Более или менее подробно, но, к сожалению, более или менее приблизительно я описал это в работе «Три карты», напечатанной в моей «Книге ожиданий», изданной в РГГУ в 2012 году. Теперь скажу более коротко, но и более определенно. 1930-е годы Мейерхольд встретил на европейских гастролях, сначала в Берлине, потом в Париже; предполагавшаяся поездка в Соединенные Штаты оказалась невозможной. Там, в Берлине, 14 апреля 1930 года Мейерхольд узнал о самоубийстве Маяковского. Это стало страшнейшим ударом и по психике, и по надеждам. Ушел из жизни единственный близкий Мейерхольду человек, казавшийся сильным, казавшийся защищенным своей славой, своим талантом. Казавшийся бесконечно смелым. Я почему-то думаю, что сцену на кладбище в «Гамлете» (если бы «Гамлет» был разрешен) режиссер посвятил бы ушедшему поэту: ведь автор дерзких комедий «Клоп» и «Баня» не мог не ассоциироваться с Йориком, дерзким насмешником, мудрым острословом.

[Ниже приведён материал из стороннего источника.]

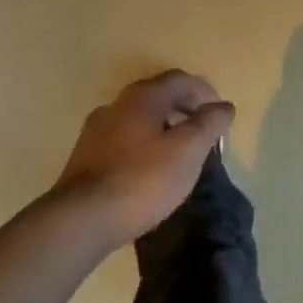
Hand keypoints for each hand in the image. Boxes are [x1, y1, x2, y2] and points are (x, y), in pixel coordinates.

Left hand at [55, 70, 235, 248]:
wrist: (78, 222)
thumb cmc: (141, 180)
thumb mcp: (188, 150)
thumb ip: (209, 123)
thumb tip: (224, 106)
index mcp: (144, 95)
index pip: (182, 80)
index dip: (206, 93)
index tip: (221, 117)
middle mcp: (118, 103)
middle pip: (160, 96)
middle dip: (185, 111)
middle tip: (203, 135)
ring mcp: (97, 130)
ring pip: (140, 119)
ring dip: (164, 129)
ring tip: (179, 156)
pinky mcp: (84, 158)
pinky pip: (124, 141)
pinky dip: (144, 147)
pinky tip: (149, 172)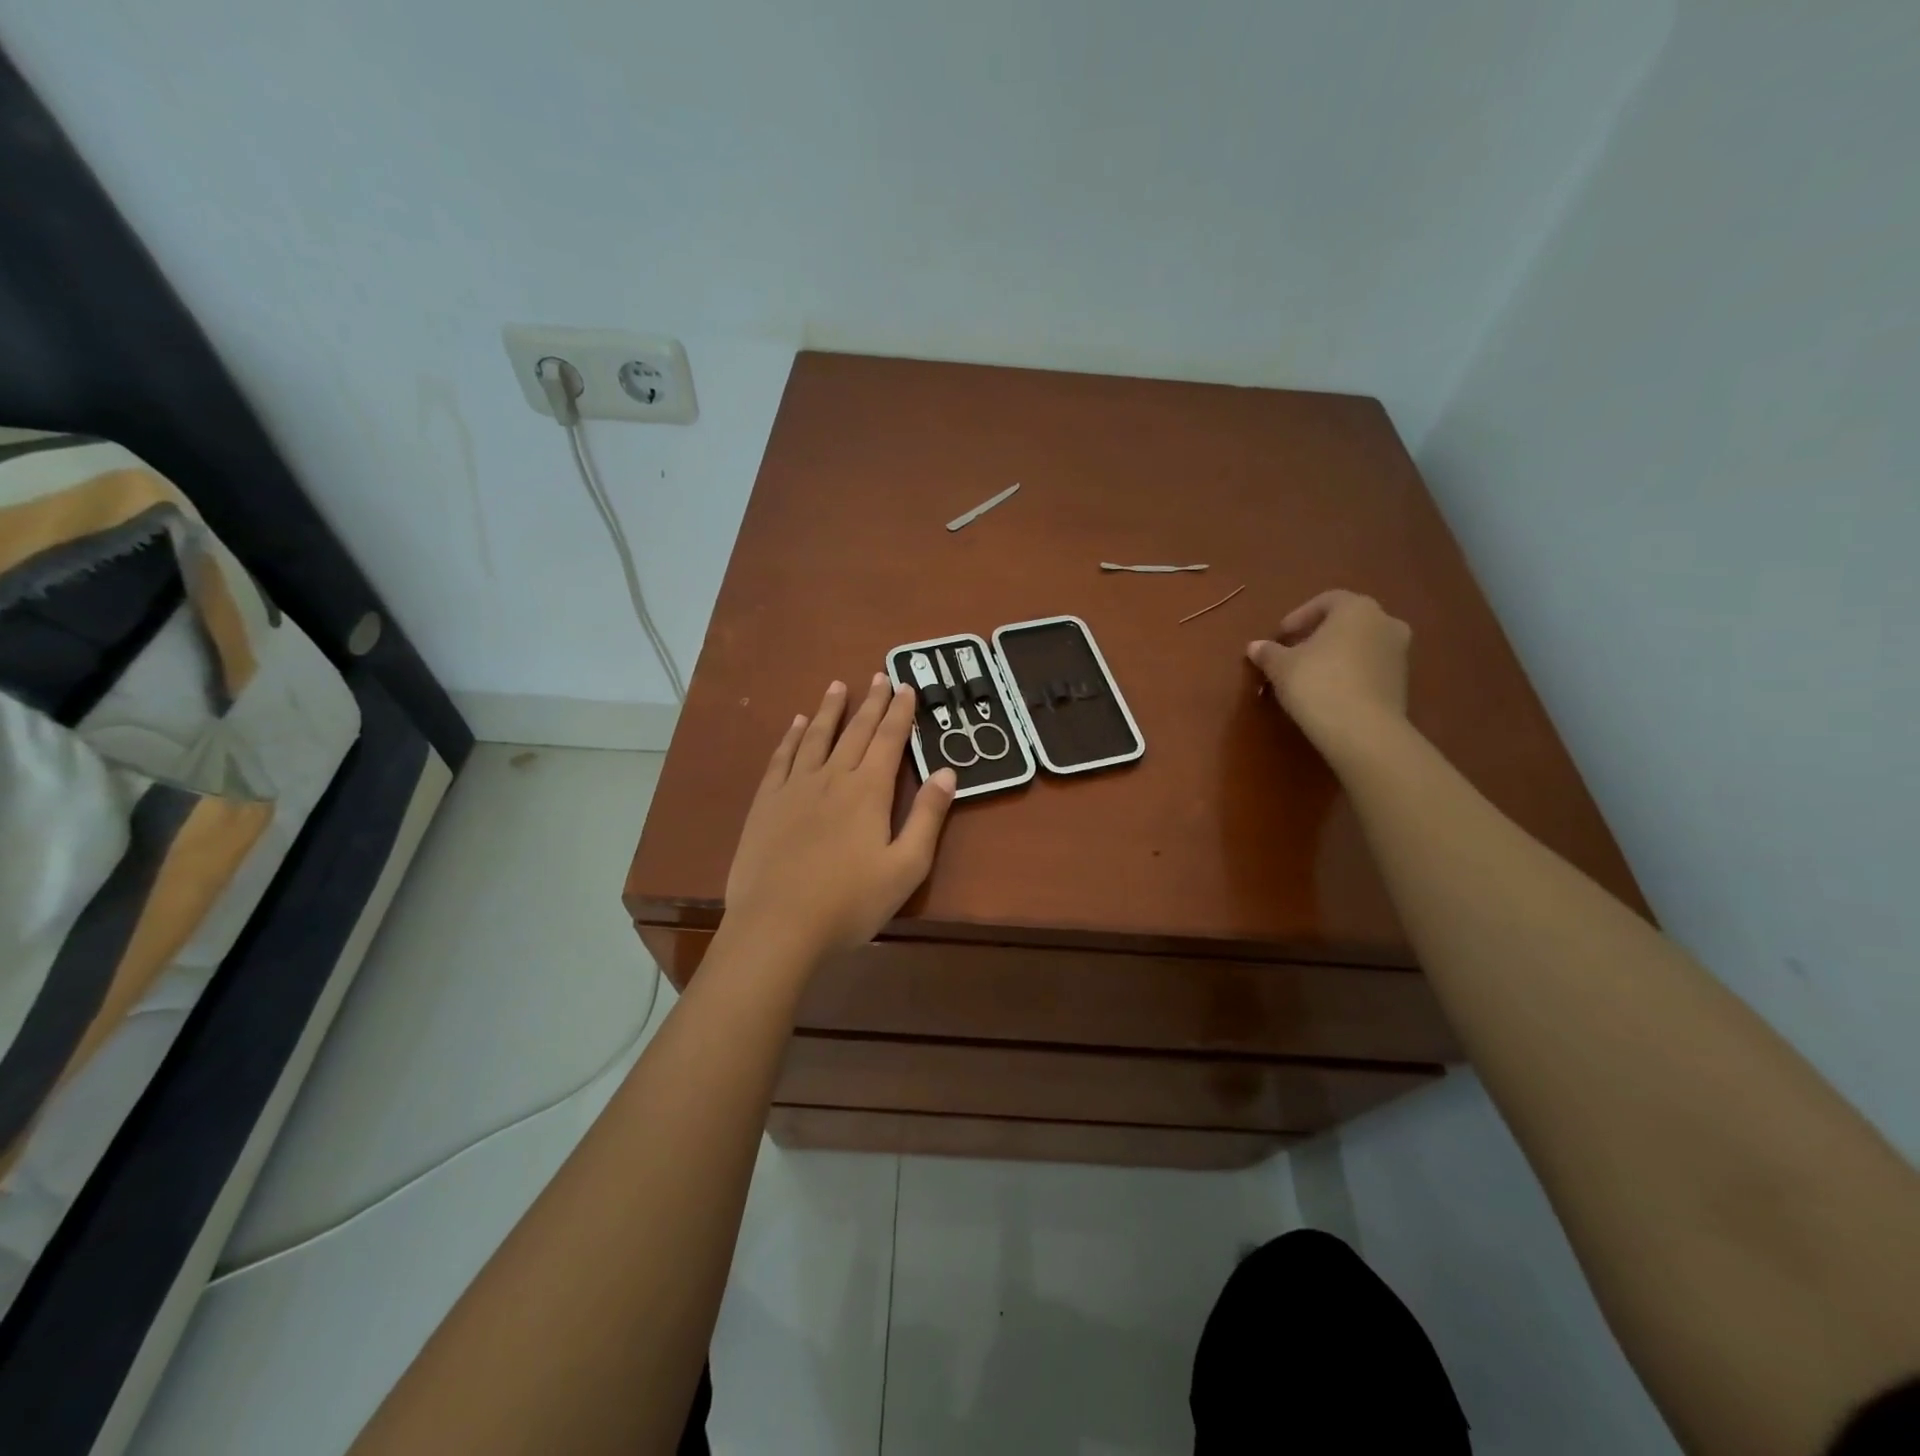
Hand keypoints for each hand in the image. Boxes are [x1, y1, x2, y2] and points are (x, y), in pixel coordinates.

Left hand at [724, 674, 957, 960]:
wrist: (778, 926)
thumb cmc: (850, 903)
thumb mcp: (906, 867)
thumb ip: (927, 817)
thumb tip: (947, 772)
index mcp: (869, 791)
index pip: (889, 740)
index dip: (900, 712)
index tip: (906, 686)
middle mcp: (832, 777)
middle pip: (855, 731)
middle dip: (871, 703)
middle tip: (879, 676)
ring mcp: (795, 787)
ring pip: (817, 737)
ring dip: (830, 710)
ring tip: (838, 686)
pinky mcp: (766, 803)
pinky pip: (782, 758)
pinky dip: (792, 737)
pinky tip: (797, 724)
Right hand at [1247, 590, 1411, 756]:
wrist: (1362, 730)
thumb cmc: (1317, 683)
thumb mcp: (1281, 666)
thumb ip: (1268, 652)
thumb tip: (1255, 646)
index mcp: (1356, 608)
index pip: (1326, 601)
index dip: (1299, 616)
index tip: (1280, 636)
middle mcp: (1385, 622)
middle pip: (1347, 622)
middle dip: (1319, 635)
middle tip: (1294, 653)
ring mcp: (1399, 653)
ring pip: (1360, 645)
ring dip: (1336, 654)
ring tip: (1310, 675)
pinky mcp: (1402, 682)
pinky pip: (1370, 668)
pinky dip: (1351, 673)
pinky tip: (1330, 692)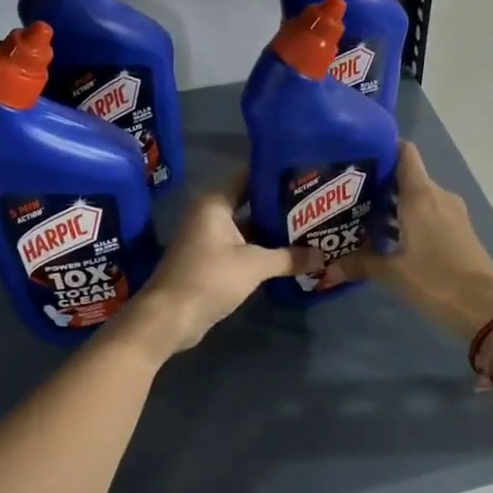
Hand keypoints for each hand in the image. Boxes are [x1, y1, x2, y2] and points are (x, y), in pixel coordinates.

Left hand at [130, 170, 321, 353]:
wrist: (170, 317)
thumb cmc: (209, 278)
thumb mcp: (254, 265)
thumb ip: (289, 258)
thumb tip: (322, 256)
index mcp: (215, 202)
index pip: (249, 176)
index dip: (277, 176)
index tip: (305, 176)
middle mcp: (210, 214)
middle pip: (251, 202)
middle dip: (281, 207)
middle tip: (315, 206)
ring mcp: (209, 238)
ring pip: (248, 227)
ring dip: (273, 231)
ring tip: (309, 229)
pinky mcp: (210, 260)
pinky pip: (242, 247)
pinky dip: (261, 250)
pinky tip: (289, 255)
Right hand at [331, 142, 492, 341]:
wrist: (485, 307)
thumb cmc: (435, 280)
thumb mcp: (393, 273)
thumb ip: (361, 263)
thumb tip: (329, 267)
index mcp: (421, 195)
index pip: (404, 153)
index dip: (383, 149)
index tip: (357, 159)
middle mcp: (437, 195)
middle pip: (406, 176)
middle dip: (379, 184)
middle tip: (347, 196)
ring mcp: (451, 213)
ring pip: (417, 197)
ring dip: (393, 205)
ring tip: (361, 218)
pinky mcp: (458, 230)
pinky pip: (429, 213)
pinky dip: (409, 219)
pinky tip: (387, 238)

Но даже после этого ясного знака судьбы остаться на Западе Мейерхольд не захотел; отчасти и потому, что ему нечего было там делать. Берлинский политический театр Пискатора был чересчур политическим, парижский авангард, «Картель четырех» – недостаточно авангардным. Место режиссера Мейерхольда было на родине, там его ждали недруги и друзья, там его ждала гибель. Нет никаких сомнений, что Мейерхольд сознавал свою ситуацию совершенно отчетливо, но и совершенно спокойно. Он шел ей навстречу. Его главные спектакли, поставленные и не доведенные до конца, иначе как вызовом назвать невозможно. Вызывающая красота «Дамы с камелиями» оскорбляла вчерашних попутчиков, опытных комсомольцев. Вызывающие переделки «Пиковой дамы» оскорбляли педантичных фанатичных меломанов. Вызывающий трагизм «Одной жизни» приводил в бешенство охранителей, начавших создавать мифы о Гражданской войне. Вызывающая правда «Бориса Годунова» пугала цензоров больше, чем любая недавно написанная пьеса. Конечно же, это была борьба с быком – яростным быком советской власти. При том что Мейерхольд всеми силами стремился свой театр сохранить, не подвести ни себя, ни актрису-жену, ни преданных ему актеров. Он все ждал появления нового здания на Триумфальной площади, был убежден, что в новом здании начнется новая жизнь, появится новый, невиданный театр. Каким он был бы, этот обновленный театр, не нам судить, но некоторое представление об этом мы можем составить. Свою новую жизнь Мейерхольд хотел начать «Гамлетом» в декорациях Пикассо, если тот наконец согласится, и, возможно, с Гариным в главной роли. Парадоксальную парность – исполнение в одном и том же сезоне двух абсолютно противоположных персонажей (Гамлет и Хлестаков) – продемонстрировал в 1920-х годах Михаил Чехов, которым Мейерхольд восхищался, но в своем «Ревизоре» уже вступил с ним в спор. Почему бы не продолжить этот спор в «Гамлете»? Почему еще раз не разыграть парадоксальную парность? На этот счет Мейерхольд ничего не сказал, но зато, вопреки своему обыкновению, посвятил в то, как будет поставлена важнейшая сцена. Вот этот рассказ:
Берег моря. Море в тумане. Мороз. Холодный ветер гонит серебряные волны к песчаному, бесснежному берегу. Гамлет, с ног до головы закутанный в черный плащ, ждет встречи с призраком своего отца. Гамлет жадно всматривается в море. Проходят томительные минуты. Всматриваясь вдаль, Гамлет видит: вместе с волнами, набегающими на берег, идет из тумана, с трудом вытаскивая ноги из зыбкой песчаной почвы морского дна, отец его (призрак отца). С ног до головы в серебре. Серебряный плащ, серебряная кольчуга, серебряная борода. Вода замерзает на его кольчуге, на его бороде. Ему холодно, ему трудно. Отец вступил на берег. Гамлет бежит ему навстречу. Гамлет, сбросив с себя черный плащ, предстает перед зрителем в серебряной кольчуге. Гамлет закутывает отца с ног до головы черным плащом, обнимает его. На протяжении короткой сцены: отец в серебре, Гамлет в черном и – отец в черном, Гамлет в серебре. Отец и сын, обнявшись, удаляются со сцены.
Этот свой поражающий воображение план Мейерхольд рассказал на репетициях «Пиковой дамы» в 1935 году в Ленинграде. Тучи над ним сгущались, жить осталось всего пять лет, а он думал о «Гамлете» в серебре, думал о прекрасном театре.